[Stored items]
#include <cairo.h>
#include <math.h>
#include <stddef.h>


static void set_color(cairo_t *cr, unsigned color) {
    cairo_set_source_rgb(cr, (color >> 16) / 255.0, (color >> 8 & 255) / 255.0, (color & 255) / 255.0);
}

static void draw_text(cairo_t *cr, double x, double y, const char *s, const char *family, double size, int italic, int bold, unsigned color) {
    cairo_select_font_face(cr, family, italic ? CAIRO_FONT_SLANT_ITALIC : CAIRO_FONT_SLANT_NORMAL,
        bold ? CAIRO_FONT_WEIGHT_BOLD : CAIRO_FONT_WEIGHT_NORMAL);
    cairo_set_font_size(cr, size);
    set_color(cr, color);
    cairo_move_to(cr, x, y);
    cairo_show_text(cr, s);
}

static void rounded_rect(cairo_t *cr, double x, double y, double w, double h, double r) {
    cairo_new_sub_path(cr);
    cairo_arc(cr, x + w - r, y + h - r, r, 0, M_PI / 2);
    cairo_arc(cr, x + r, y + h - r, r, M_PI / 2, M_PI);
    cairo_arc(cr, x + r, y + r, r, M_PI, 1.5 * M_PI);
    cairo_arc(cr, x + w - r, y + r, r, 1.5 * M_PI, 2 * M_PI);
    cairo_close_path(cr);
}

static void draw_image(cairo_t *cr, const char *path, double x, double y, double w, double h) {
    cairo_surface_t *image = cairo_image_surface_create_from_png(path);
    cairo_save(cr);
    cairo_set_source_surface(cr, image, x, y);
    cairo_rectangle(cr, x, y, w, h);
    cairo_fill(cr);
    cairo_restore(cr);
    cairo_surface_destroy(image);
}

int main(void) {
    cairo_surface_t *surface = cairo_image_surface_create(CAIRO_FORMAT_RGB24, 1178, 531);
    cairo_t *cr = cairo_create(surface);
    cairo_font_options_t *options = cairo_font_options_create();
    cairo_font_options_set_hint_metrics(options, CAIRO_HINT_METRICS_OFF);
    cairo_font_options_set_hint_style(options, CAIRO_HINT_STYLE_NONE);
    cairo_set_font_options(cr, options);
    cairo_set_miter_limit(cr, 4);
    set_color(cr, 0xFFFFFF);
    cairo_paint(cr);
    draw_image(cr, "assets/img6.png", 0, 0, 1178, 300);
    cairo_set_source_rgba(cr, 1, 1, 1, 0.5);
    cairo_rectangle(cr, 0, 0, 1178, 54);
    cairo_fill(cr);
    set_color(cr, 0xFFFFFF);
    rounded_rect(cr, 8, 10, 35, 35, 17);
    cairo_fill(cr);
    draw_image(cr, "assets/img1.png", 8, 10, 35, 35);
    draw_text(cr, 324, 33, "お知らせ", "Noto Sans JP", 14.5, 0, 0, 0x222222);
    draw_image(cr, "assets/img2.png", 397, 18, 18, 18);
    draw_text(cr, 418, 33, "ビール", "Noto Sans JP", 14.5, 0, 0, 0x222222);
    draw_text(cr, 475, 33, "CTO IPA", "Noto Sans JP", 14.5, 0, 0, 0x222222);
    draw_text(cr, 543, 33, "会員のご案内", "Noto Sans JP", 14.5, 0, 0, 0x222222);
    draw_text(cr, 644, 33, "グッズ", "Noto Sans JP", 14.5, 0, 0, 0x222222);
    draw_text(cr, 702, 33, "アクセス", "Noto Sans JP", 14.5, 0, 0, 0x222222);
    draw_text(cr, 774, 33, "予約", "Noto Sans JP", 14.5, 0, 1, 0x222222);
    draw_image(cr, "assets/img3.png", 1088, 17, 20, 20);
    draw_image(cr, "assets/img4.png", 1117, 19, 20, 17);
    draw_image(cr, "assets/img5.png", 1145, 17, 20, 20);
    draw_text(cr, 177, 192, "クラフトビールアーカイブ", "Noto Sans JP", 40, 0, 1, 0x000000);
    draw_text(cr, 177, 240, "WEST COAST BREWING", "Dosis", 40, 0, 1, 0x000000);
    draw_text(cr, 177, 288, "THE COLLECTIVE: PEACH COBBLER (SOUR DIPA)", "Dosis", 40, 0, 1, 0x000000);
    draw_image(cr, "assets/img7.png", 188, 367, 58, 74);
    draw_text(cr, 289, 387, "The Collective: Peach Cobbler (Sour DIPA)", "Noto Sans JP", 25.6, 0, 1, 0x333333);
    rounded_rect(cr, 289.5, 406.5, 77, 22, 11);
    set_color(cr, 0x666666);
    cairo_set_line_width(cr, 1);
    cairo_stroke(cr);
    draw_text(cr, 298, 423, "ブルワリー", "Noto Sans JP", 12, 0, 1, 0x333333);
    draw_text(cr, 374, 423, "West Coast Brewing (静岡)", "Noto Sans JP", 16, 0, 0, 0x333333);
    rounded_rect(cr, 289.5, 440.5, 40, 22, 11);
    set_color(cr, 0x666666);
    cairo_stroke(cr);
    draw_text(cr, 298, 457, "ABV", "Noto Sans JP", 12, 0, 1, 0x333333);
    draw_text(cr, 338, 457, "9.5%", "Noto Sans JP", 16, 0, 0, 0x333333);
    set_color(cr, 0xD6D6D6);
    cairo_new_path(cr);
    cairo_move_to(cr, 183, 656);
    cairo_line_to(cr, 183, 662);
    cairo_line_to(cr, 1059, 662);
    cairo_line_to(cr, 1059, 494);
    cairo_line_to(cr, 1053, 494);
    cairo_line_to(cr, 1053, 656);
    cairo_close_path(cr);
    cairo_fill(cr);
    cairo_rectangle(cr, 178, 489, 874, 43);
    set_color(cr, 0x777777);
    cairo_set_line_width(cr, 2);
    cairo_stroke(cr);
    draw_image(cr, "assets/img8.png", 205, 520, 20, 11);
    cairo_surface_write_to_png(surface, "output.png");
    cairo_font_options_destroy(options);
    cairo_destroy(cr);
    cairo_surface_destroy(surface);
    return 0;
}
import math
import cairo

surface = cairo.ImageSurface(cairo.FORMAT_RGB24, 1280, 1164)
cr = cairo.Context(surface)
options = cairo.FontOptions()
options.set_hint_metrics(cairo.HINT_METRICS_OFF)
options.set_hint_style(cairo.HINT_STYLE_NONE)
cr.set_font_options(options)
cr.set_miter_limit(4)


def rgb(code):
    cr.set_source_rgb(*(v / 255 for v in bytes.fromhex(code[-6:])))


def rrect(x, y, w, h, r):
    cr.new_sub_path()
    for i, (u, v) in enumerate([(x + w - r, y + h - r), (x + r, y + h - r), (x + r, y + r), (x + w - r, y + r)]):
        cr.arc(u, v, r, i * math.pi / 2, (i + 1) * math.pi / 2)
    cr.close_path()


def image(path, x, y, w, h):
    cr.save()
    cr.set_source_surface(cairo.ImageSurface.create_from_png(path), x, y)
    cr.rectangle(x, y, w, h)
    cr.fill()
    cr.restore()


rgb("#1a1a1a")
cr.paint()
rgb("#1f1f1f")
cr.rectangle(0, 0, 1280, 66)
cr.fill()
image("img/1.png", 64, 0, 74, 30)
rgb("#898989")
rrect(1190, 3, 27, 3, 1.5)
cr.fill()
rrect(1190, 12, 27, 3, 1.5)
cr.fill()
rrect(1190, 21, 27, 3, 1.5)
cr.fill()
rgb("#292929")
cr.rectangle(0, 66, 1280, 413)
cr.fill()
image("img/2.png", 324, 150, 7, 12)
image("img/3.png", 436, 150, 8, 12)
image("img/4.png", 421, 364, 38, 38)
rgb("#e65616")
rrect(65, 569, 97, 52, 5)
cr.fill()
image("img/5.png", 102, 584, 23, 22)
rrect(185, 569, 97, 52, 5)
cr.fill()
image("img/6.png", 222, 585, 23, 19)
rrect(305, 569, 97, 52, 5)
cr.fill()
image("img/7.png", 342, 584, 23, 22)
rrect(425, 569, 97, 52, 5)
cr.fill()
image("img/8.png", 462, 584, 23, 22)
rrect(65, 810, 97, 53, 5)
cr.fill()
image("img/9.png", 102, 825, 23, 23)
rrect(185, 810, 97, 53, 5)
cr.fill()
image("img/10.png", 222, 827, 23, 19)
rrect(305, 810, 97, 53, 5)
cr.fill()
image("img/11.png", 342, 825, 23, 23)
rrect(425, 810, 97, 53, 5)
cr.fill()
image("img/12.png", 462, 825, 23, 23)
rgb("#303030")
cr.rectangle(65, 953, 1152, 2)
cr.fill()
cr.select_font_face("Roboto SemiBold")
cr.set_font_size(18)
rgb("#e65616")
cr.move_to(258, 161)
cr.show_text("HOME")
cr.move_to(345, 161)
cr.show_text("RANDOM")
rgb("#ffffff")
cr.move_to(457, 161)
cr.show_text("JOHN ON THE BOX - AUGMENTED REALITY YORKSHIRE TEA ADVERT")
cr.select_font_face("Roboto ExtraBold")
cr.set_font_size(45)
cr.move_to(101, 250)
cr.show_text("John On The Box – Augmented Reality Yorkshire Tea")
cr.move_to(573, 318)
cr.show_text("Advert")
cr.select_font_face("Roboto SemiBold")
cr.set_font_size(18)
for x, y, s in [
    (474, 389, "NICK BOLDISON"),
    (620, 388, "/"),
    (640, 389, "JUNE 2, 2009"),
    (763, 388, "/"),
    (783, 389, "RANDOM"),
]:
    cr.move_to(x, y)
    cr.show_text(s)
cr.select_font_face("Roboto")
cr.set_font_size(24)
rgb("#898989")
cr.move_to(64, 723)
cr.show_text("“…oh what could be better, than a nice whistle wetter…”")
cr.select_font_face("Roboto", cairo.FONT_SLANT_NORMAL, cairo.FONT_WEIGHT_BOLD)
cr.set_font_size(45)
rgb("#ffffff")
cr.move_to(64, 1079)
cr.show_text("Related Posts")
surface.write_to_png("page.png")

◆ Work to complete: Word for word, set down the lines from the beginning of the records through the line that holds "cairo_set_miter_limit(cr, 4);". Leave out the rest.

◆ Answer space:
#include <cairo.h>
#include <math.h>
#include <stddef.h>


static void set_color(cairo_t *cr, unsigned color) {
    cairo_set_source_rgb(cr, (color >> 16) / 255.0, (color >> 8 & 255) / 255.0, (color & 255) / 255.0);
}

static void draw_text(cairo_t *cr, double x, double y, const char *s, const char *family, double size, int italic, int bold, unsigned color) {
    cairo_select_font_face(cr, family, italic ? CAIRO_FONT_SLANT_ITALIC : CAIRO_FONT_SLANT_NORMAL,
        bold ? CAIRO_FONT_WEIGHT_BOLD : CAIRO_FONT_WEIGHT_NORMAL);
    cairo_set_font_size(cr, size);
    set_color(cr, color);
    cairo_move_to(cr, x, y);
    cairo_show_text(cr, s);
}

static void rounded_rect(cairo_t *cr, double x, double y, double w, double h, double r) {
    cairo_new_sub_path(cr);
    cairo_arc(cr, x + w - r, y + h - r, r, 0, M_PI / 2);
    cairo_arc(cr, x + r, y + h - r, r, M_PI / 2, M_PI);
    cairo_arc(cr, x + r, y + r, r, M_PI, 1.5 * M_PI);
    cairo_arc(cr, x + w - r, y + r, r, 1.5 * M_PI, 2 * M_PI);
    cairo_close_path(cr);
}

static void draw_image(cairo_t *cr, const char *path, double x, double y, double w, double h) {
    cairo_surface_t *image = cairo_image_surface_create_from_png(path);
    cairo_save(cr);
    cairo_set_source_surface(cr, image, x, y);
    cairo_rectangle(cr, x, y, w, h);
    cairo_fill(cr);
    cairo_restore(cr);
    cairo_surface_destroy(image);
}

int main(void) {
    cairo_surface_t *surface = cairo_image_surface_create(CAIRO_FORMAT_RGB24, 1178, 531);
    cairo_t *cr = cairo_create(surface);
    cairo_font_options_t *options = cairo_font_options_create();
    cairo_font_options_set_hint_metrics(options, CAIRO_HINT_METRICS_OFF);
    cairo_font_options_set_hint_style(options, CAIRO_HINT_STYLE_NONE);
    cairo_set_font_options(cr, options);
    cairo_set_miter_limit(cr, 4);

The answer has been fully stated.